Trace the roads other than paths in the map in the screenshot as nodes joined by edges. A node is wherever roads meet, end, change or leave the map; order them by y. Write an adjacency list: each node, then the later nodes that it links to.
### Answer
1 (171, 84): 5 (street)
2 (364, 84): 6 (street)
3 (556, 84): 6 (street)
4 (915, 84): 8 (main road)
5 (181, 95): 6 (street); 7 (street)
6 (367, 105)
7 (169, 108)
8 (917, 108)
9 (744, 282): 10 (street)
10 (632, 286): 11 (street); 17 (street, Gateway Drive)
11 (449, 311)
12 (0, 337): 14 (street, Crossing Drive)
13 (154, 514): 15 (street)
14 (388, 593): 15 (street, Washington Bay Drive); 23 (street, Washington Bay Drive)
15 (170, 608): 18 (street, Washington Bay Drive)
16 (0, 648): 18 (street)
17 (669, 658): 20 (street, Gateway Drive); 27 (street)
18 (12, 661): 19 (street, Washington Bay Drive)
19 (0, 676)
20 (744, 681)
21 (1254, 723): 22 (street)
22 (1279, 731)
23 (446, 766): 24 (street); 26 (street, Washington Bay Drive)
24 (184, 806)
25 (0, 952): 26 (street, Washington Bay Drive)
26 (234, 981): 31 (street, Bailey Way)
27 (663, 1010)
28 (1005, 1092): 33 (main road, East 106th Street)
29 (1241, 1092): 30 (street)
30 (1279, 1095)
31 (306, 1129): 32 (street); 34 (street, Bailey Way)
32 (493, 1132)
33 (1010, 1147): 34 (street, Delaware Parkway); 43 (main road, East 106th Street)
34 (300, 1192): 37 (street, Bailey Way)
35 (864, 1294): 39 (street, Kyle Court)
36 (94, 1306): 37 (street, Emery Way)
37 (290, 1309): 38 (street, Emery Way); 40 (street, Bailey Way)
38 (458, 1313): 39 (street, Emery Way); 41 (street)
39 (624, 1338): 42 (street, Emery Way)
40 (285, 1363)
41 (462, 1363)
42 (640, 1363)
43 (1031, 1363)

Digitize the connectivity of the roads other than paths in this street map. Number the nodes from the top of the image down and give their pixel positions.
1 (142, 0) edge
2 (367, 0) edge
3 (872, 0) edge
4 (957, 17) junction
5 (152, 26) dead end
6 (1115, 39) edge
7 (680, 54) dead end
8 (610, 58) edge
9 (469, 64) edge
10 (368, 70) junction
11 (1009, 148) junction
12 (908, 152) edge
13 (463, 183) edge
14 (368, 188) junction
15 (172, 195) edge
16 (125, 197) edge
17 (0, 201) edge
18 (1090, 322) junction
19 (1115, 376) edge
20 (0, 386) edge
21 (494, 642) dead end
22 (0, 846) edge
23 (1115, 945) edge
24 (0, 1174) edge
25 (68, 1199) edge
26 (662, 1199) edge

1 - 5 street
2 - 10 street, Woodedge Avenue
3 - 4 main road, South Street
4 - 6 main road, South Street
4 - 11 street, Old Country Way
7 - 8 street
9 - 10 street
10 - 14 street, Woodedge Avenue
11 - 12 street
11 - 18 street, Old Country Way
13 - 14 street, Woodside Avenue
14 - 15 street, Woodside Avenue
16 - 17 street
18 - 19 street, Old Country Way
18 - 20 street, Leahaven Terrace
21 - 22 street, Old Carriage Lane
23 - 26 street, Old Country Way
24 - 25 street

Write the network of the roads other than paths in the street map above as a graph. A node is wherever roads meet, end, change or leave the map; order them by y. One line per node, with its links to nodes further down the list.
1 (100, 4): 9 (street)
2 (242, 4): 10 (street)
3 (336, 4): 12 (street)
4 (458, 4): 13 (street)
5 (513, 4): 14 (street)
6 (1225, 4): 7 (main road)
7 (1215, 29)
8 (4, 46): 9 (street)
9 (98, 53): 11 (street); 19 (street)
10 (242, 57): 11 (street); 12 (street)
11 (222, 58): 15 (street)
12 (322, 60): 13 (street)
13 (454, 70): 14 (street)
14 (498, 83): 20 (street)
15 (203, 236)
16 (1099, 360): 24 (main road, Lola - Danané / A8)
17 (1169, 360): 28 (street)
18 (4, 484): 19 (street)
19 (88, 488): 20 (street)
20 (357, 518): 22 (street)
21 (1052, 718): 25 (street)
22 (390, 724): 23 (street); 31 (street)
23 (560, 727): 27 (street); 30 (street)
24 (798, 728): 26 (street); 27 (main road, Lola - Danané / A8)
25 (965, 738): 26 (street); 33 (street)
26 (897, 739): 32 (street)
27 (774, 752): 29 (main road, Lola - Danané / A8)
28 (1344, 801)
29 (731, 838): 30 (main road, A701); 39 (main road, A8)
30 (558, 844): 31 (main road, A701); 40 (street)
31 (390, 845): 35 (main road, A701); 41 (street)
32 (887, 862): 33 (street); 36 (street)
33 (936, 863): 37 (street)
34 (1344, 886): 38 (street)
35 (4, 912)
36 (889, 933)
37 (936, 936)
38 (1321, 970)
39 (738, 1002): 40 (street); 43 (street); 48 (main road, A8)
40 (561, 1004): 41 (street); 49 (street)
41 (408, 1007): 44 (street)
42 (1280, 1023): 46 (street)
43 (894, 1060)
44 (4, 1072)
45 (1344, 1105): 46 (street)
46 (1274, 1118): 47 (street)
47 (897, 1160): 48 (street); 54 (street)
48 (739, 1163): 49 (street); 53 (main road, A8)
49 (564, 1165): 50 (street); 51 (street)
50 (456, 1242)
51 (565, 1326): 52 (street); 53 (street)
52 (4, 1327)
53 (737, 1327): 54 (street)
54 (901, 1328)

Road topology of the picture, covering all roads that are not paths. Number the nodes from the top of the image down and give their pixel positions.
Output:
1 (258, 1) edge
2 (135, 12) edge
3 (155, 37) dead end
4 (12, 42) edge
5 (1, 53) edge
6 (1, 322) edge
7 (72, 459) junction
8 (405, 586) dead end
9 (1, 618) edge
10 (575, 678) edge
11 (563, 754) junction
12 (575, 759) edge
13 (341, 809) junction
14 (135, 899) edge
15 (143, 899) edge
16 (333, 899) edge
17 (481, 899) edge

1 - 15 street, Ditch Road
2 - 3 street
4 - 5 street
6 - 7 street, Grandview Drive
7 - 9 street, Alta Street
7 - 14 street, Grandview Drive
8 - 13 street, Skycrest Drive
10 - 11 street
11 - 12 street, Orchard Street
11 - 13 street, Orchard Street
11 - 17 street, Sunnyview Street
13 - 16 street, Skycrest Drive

═══

WHAT YOU NEED TO DO |
Every line holding the word "Gateway" should be copied out of the records above.

RESPONSE TO THE TASK |
10 (632, 286): 11 (street); 17 (street, Gateway Drive)
17 (669, 658): 20 (street, Gateway Drive); 27 (street)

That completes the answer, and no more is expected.